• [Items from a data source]

↓↓↓

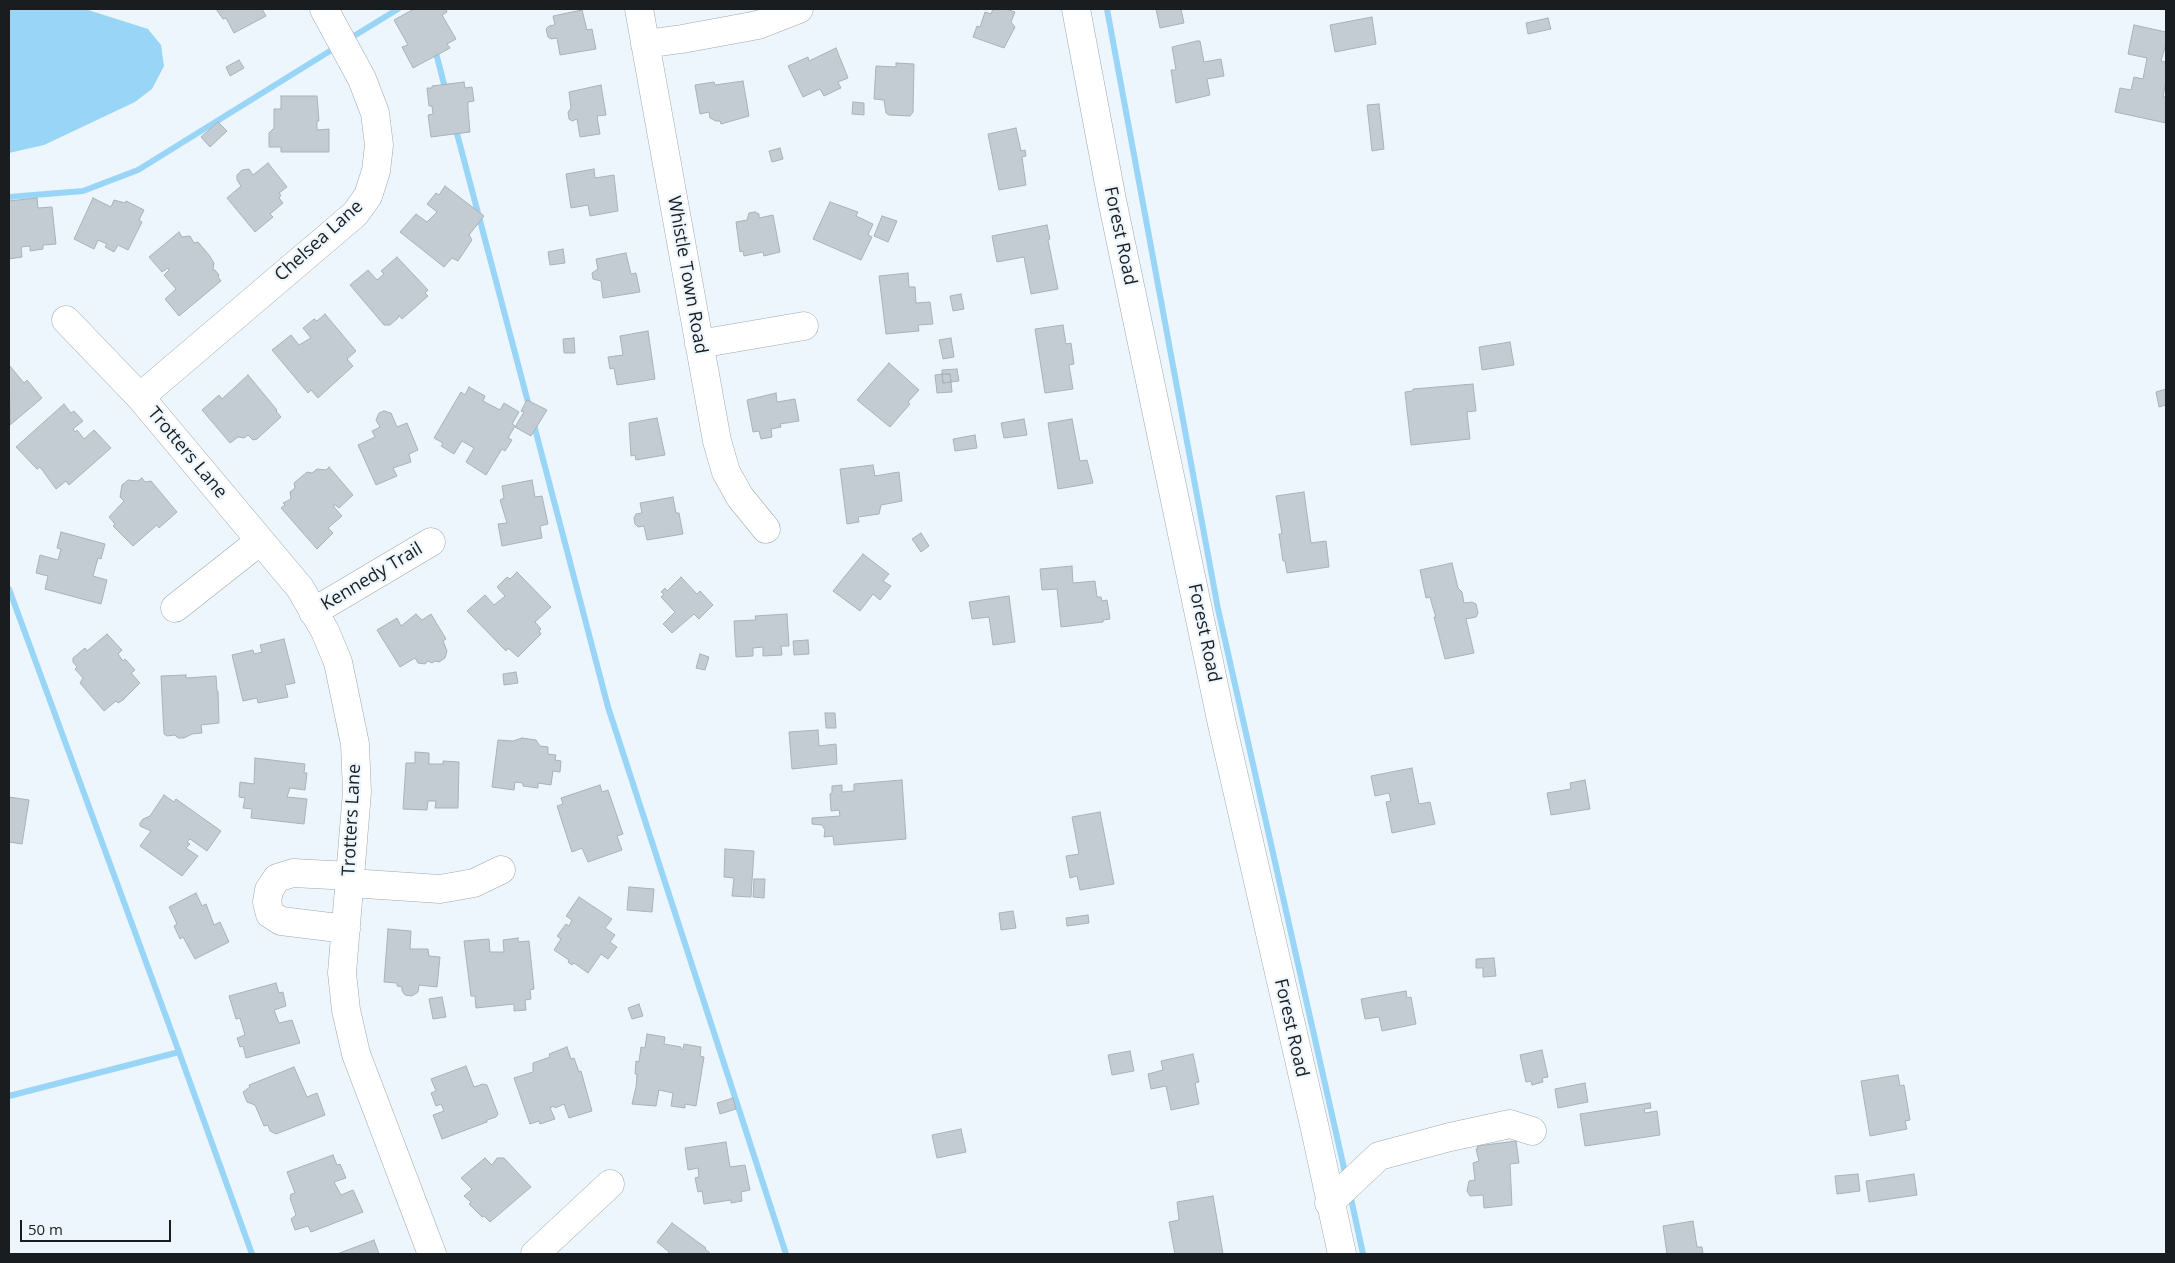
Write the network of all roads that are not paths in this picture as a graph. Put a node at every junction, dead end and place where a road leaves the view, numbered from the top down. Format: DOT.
graph roads {
  1 [pos="324,9"];
  2 [pos="639,9"];
  3 [pos="799,9"];
  4 [pos="1076,9"];
  5 [pos="645,44"];
  6 [pos="66,320"];
  7 [pos="804,326"];
  8 [pos="699,344"];
  9 [pos="140,396"];
  10 [pos="766,529"];
  11 [pos="260,541"];
  12 [pos="431,542"];
  13 [pos="175,608"];
  14 [pos="313,612"];
  15 [pos="501,870"];
  16 [pos="350,879"];
  17 [pos="346,929"];
  18 [pos="1532,1131"];
  19 [pos="610,1184"];
  20 [pos="1329,1203"];
  21 [pos="432,1254"];
  22 [pos="535,1254"];
  23 [pos="1342,1254"];
  1 -- 9 [label="street, Chelsea Lane"];
  2 -- 5 [label="street, Whistle Town Road"];
  3 -- 5 [label="street"];
  4 -- 20 [label="street, Forest Road"];
  5 -- 8 [label="street, Whistle Town Road"];
  6 -- 9 [label="street, Trotters Lane"];
  7 -- 8 [label="street"];
  8 -- 10 [label="street, Whistle Town Road"];
  9 -- 11 [label="street, Trotters Lane"];
  11 -- 13 [label="street"];
  11 -- 14 [label="street, Trotters Lane"];
  12 -- 14 [label="street, Kennedy Trail"];
  14 -- 16 [label="street, Trotters Lane"];
  15 -- 16 [label="street"];
  16 -- 17 [label="street, Trotters Lane"];
  16 -- 17 [label="street"];
  17 -- 21 [label="street, Trotters Lane"];
  18 -- 20 [label="street"];
  19 -- 22 [label="street"];
  20 -- 23 [label="street, Forest Road"];
}
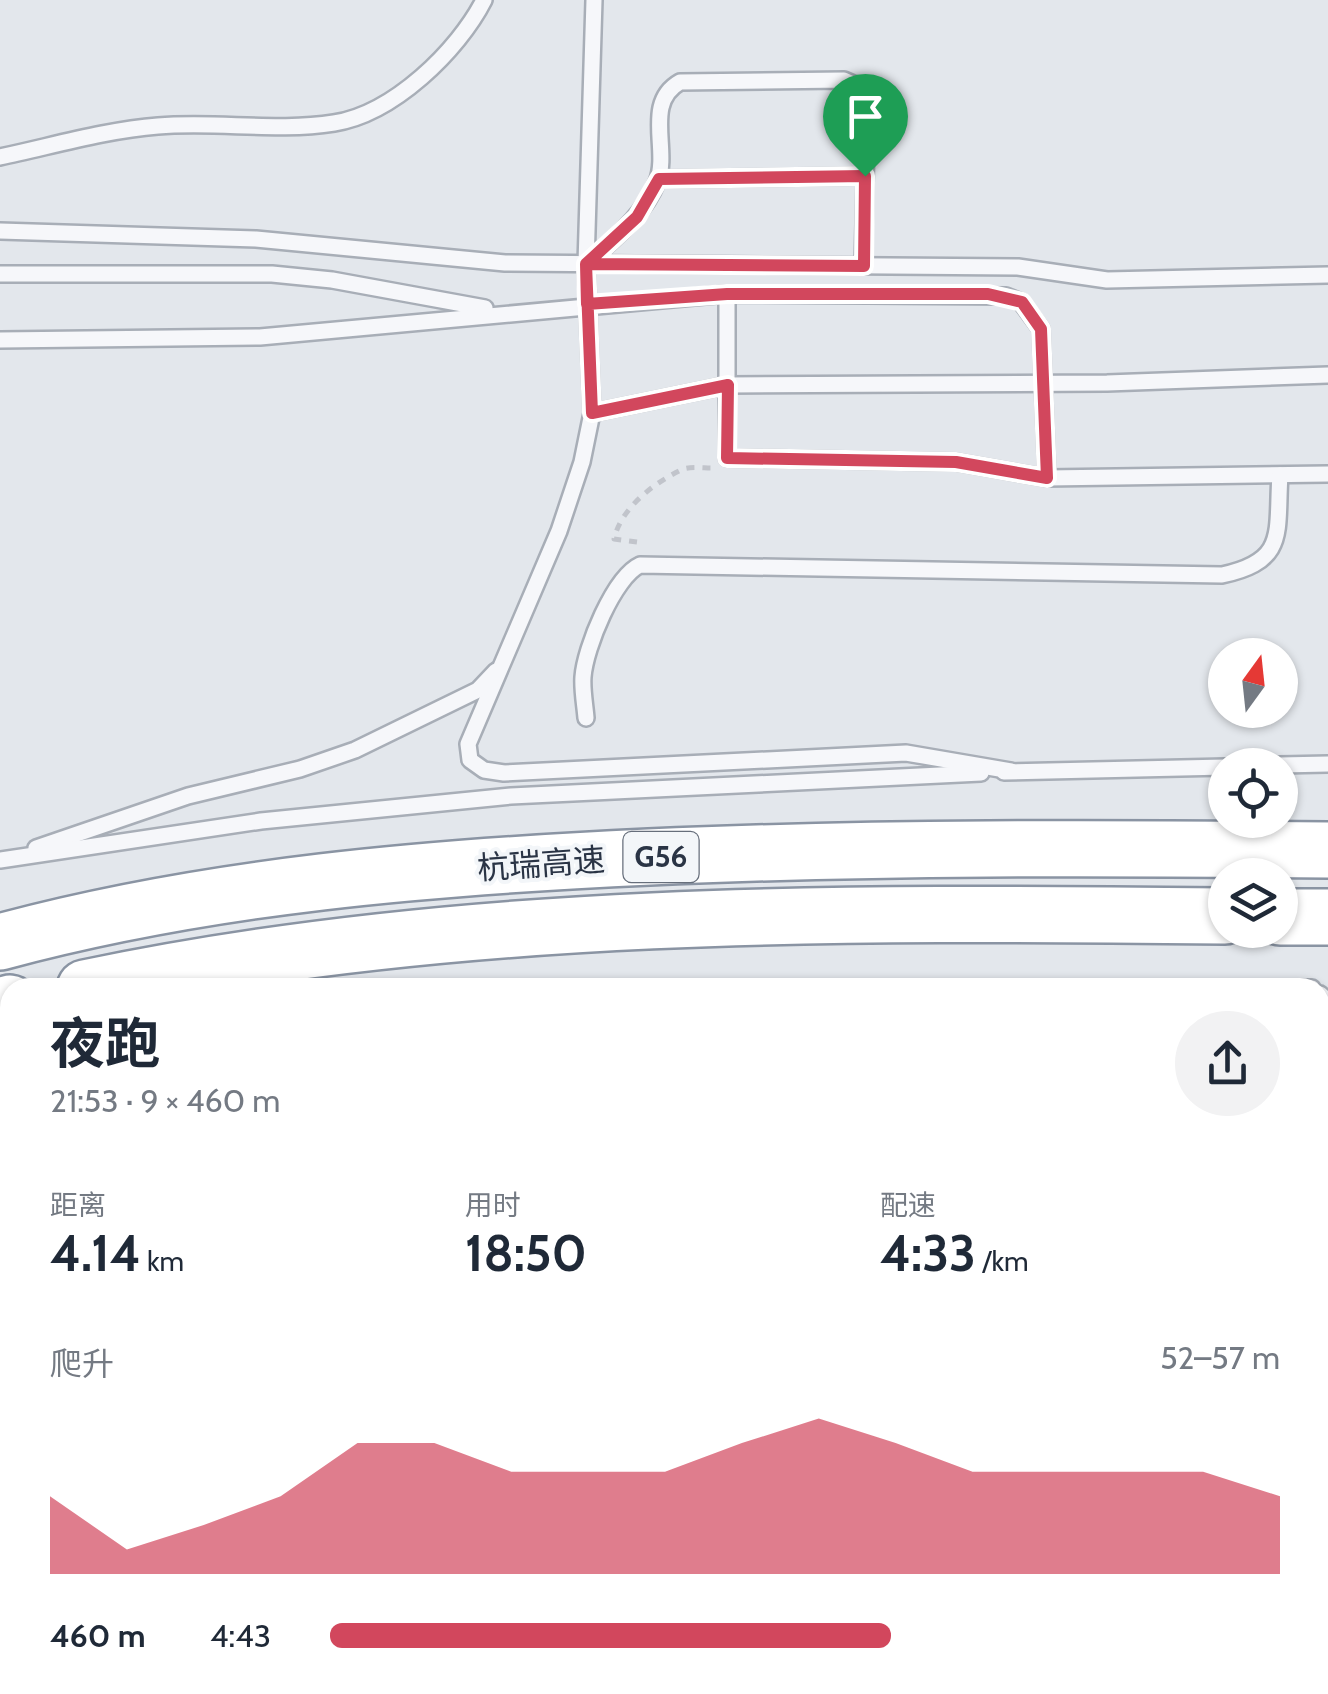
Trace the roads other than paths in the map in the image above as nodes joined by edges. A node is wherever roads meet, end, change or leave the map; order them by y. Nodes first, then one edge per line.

↑↑↑

• [Problem] Each record must appear again exactly as written above, without its pictures.

• [Result below]
Write the network of all roads that are not paths in this picture as a graph. Put a node at every junction, dead end and place where a road leaves the view, numbered from the top down. Format: DOT.
graph roads {
  1 [pos="324,9"];
  2 [pos="639,9"];
  3 [pos="799,9"];
  4 [pos="1076,9"];
  5 [pos="645,44"];
  6 [pos="66,320"];
  7 [pos="804,326"];
  8 [pos="699,344"];
  9 [pos="140,396"];
  10 [pos="766,529"];
  11 [pos="260,541"];
  12 [pos="431,542"];
  13 [pos="175,608"];
  14 [pos="313,612"];
  15 [pos="501,870"];
  16 [pos="350,879"];
  17 [pos="346,929"];
  18 [pos="1532,1131"];
  19 [pos="610,1184"];
  20 [pos="1329,1203"];
  21 [pos="432,1254"];
  22 [pos="535,1254"];
  23 [pos="1342,1254"];
  1 -- 9 [label="street, Chelsea Lane"];
  2 -- 5 [label="street, Whistle Town Road"];
  3 -- 5 [label="street"];
  4 -- 20 [label="street, Forest Road"];
  5 -- 8 [label="street, Whistle Town Road"];
  6 -- 9 [label="street, Trotters Lane"];
  7 -- 8 [label="street"];
  8 -- 10 [label="street, Whistle Town Road"];
  9 -- 11 [label="street, Trotters Lane"];
  11 -- 13 [label="street"];
  11 -- 14 [label="street, Trotters Lane"];
  12 -- 14 [label="street, Kennedy Trail"];
  14 -- 16 [label="street, Trotters Lane"];
  15 -- 16 [label="street"];
  16 -- 17 [label="street, Trotters Lane"];
  16 -- 17 [label="street"];
  17 -- 21 [label="street, Trotters Lane"];
  18 -- 20 [label="street"];
  19 -- 22 [label="street"];
  20 -- 23 [label="street, Forest Road"];
}
Trace the roads other than paths in the map in the image above as nodes joined by edges. A node is wherever roads meet, end, change or leave the map; order them by y. Nodes first, then one edge per line.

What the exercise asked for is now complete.